IRT models have several advantages over CTT models:

Better Differentiation: IRT scales are particularly effective at distinguishing between individuals at extreme ends of the proficiency spectrum. This means that the test can more accurately identify high and low performers, providing a more detailed assessment of individual abilities.
Item Banks: IRT-generated item banks allow for the development of shorter tests that still maintain high levels of validity and reliability. These item banks consist of questions that have been calibrated to measure the same underlying trait, making it possible to create multiple versions of a test or adapt tests to different contexts without sacrificing measurement precision.
Computer Adaptive Testing (CAT): CAT leverages IRT to tailor test items to an individual’s proficiency level. This approach enhances testing efficiency and engagement while reducing the overall length of the test. CAT dynamically selects questions based on a test-taker’s responses to previous items, aiming to determine an accurate score with the fewest number of questions possible. This method combines the brevity of a short form with the precision of a long form, ensuring that each test-taker receives a personalized and precise measurement of their ability. This is especially important for young children, as it prevents them from becoming bored with items that are too easy or frustrated by those that are too difficult.

Parameters

In IRT, three primary parameters are considered: discrimination, difficulty, and guessing.These parameters collectively provide insights into how each item behaves in relation to the latent trait being measured, helping to understand their effectiveness and characteristics within an IRT framework.

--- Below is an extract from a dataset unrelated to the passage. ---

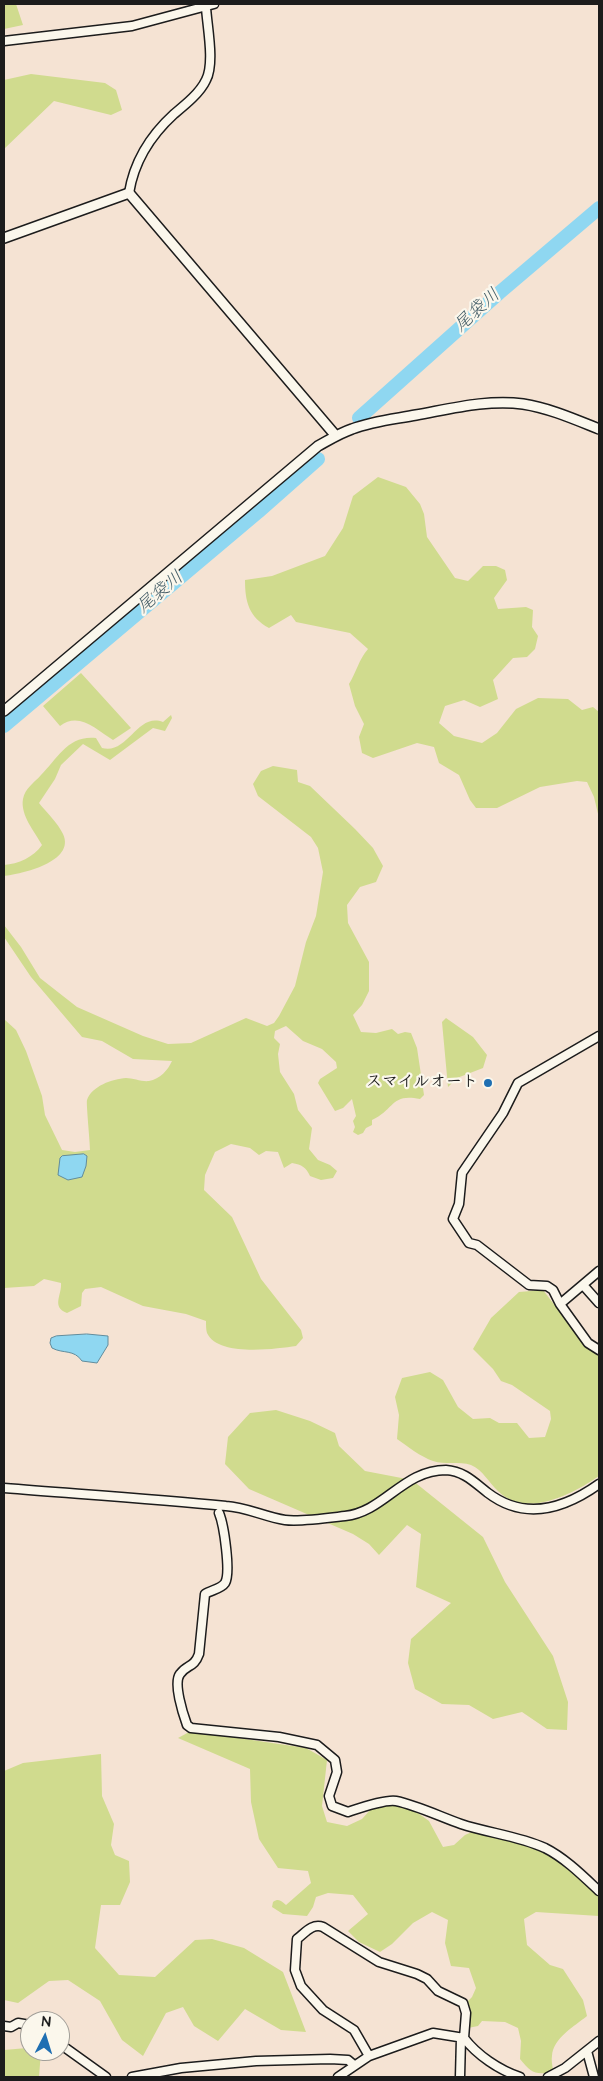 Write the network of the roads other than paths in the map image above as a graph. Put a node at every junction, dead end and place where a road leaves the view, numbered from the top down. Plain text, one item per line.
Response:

Item Discrimination: How effectively an item distinguishes between individuals with different proficiency levels.
Item Difficulty: The proficiency level at which 50% of participants are expected to answer correctly.
Guessing Probability: Some models include the chance of guessing correctly, reflecting the likelihood of answering an item correctly by chance alone.

Item Characteristic Curve (ICC)

In IRT, the Item Characteristic Curve (ICC) graphically represents the probability of a correct response to an item based on the examinee’s ability level. The ICC (see an example below) provides a visual depiction of how item parameters—discrimination, difficulty, and guessing—affect performance.

The x-axis of the ICC represents the ability level, often denoted by theta (θ). This axis ranges from lower ability levels on the left to higher ability levels on the right. The y-axis represents the probability of a correct response, ranging from 0 (incorrect answer) to 1 (correct answer). The curve itself shows the relationship between ability and the likelihood of answering the item correctly, illustrating how different items function across varying levels of examinee ability.

Let’s see how we interpret the three parameters using the ICC. Generally, item curves are juxtaposed to facilitate comparison.

First, item discrimination. The graph below shows two items with different discrimination parameters. Item 2 has a higher discrimination than item 1, as indicated by the steeper curve. Therefore, item 2 can better differentiate (discriminate) between examinees with moderately high and moderately low ability levels.

Second, item difficulty. The difficulty parameter indicates how challenging the item is—it represents the amount of ability needed for an examinee to have a higher probability of answering the item correctly. The difficulty parameter is the value of theta at which the slope of the item response function is steepest. In other words, the difficulty parameter is the ability level at which the item’s probability curve changes most rapidly. Approximately 50% of examinees with a theta equal to the difficulty parameter would score correctly on the item.

The graph below shows two items with different difficulty parameters. Item 2 is more difficult than item 1: the probability of answering item 2 correctly is lower compared to the probability of answering item 1 correctly, especially for examinees with lower ability levels.So, if the curve for an item is further to the right, it means that examinees need a higher level of ability to have a 50% chance of answering the item correctly. In other words, the item is harder because only those with higher ability levels are likely to get it right.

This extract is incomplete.